What you will do :: Each of the records that follow needs an exact reproduction.

[Collected data entries]

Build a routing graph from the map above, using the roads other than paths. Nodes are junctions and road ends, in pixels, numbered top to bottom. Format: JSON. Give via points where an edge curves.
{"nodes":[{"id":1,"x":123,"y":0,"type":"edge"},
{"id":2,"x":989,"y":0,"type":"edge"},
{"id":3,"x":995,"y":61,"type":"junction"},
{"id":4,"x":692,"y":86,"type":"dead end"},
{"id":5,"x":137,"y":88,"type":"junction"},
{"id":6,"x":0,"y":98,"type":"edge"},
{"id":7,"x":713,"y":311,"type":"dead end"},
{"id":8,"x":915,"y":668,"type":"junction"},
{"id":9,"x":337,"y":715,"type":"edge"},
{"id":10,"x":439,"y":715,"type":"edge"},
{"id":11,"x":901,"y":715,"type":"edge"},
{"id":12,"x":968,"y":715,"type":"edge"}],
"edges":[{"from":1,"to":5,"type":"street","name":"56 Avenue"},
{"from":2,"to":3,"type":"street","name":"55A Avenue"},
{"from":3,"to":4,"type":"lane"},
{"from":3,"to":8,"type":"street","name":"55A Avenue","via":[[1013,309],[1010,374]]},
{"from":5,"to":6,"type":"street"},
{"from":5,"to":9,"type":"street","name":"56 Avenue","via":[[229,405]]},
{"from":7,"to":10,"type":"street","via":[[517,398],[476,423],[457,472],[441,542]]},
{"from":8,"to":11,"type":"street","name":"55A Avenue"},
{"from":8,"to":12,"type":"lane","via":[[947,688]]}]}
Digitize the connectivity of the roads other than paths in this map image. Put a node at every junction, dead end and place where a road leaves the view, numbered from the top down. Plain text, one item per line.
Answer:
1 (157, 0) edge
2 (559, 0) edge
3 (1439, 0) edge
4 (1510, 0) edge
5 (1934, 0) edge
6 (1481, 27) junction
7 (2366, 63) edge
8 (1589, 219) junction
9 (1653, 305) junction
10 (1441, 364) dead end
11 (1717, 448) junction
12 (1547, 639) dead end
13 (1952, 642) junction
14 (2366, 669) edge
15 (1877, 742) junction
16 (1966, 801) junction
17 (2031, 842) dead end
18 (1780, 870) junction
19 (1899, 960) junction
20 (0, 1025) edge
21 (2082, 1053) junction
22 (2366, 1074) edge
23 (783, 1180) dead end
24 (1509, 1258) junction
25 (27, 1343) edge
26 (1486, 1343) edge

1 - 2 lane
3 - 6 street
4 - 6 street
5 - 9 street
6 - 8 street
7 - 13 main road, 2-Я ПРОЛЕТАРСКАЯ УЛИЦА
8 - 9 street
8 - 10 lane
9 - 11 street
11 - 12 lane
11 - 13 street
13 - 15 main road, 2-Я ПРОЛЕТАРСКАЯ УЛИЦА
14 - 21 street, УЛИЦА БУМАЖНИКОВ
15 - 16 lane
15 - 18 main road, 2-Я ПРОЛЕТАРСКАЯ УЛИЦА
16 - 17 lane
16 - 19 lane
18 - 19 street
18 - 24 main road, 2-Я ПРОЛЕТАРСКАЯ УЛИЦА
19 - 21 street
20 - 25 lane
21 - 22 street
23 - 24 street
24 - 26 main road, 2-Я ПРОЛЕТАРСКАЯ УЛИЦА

Final answer ::
Build a routing graph from the map above, using the roads other than paths. Nodes are junctions and road ends, in pixels, numbered top to bottom. Format: JSON. Give via points where an edge curves.
{"nodes":[{"id":1,"x":123,"y":0,"type":"edge"},
{"id":2,"x":989,"y":0,"type":"edge"},
{"id":3,"x":995,"y":61,"type":"junction"},
{"id":4,"x":692,"y":86,"type":"dead end"},
{"id":5,"x":137,"y":88,"type":"junction"},
{"id":6,"x":0,"y":98,"type":"edge"},
{"id":7,"x":713,"y":311,"type":"dead end"},
{"id":8,"x":915,"y":668,"type":"junction"},
{"id":9,"x":337,"y":715,"type":"edge"},
{"id":10,"x":439,"y":715,"type":"edge"},
{"id":11,"x":901,"y":715,"type":"edge"},
{"id":12,"x":968,"y":715,"type":"edge"}],
"edges":[{"from":1,"to":5,"type":"street","name":"56 Avenue"},
{"from":2,"to":3,"type":"street","name":"55A Avenue"},
{"from":3,"to":4,"type":"lane"},
{"from":3,"to":8,"type":"street","name":"55A Avenue","via":[[1013,309],[1010,374]]},
{"from":5,"to":6,"type":"street"},
{"from":5,"to":9,"type":"street","name":"56 Avenue","via":[[229,405]]},
{"from":7,"to":10,"type":"street","via":[[517,398],[476,423],[457,472],[441,542]]},
{"from":8,"to":11,"type":"street","name":"55A Avenue"},
{"from":8,"to":12,"type":"lane","via":[[947,688]]}]}
Digitize the connectivity of the roads other than paths in this map image. Put a node at every junction, dead end and place where a road leaves the view, numbered from the top down. Plain text, one item per line.
Answer:
1 (157, 0) edge
2 (559, 0) edge
3 (1439, 0) edge
4 (1510, 0) edge
5 (1934, 0) edge
6 (1481, 27) junction
7 (2366, 63) edge
8 (1589, 219) junction
9 (1653, 305) junction
10 (1441, 364) dead end
11 (1717, 448) junction
12 (1547, 639) dead end
13 (1952, 642) junction
14 (2366, 669) edge
15 (1877, 742) junction
16 (1966, 801) junction
17 (2031, 842) dead end
18 (1780, 870) junction
19 (1899, 960) junction
20 (0, 1025) edge
21 (2082, 1053) junction
22 (2366, 1074) edge
23 (783, 1180) dead end
24 (1509, 1258) junction
25 (27, 1343) edge
26 (1486, 1343) edge

1 - 2 lane
3 - 6 street
4 - 6 street
5 - 9 street
6 - 8 street
7 - 13 main road, 2-Я ПРОЛЕТАРСКАЯ УЛИЦА
8 - 9 street
8 - 10 lane
9 - 11 street
11 - 12 lane
11 - 13 street
13 - 15 main road, 2-Я ПРОЛЕТАРСКАЯ УЛИЦА
14 - 21 street, УЛИЦА БУМАЖНИКОВ
15 - 16 lane
15 - 18 main road, 2-Я ПРОЛЕТАРСКАЯ УЛИЦА
16 - 17 lane
16 - 19 lane
18 - 19 street
18 - 24 main road, 2-Я ПРОЛЕТАРСКАЯ УЛИЦА
19 - 21 street
20 - 25 lane
21 - 22 street
23 - 24 street
24 - 26 main road, 2-Я ПРОЛЕТАРСКАЯ УЛИЦА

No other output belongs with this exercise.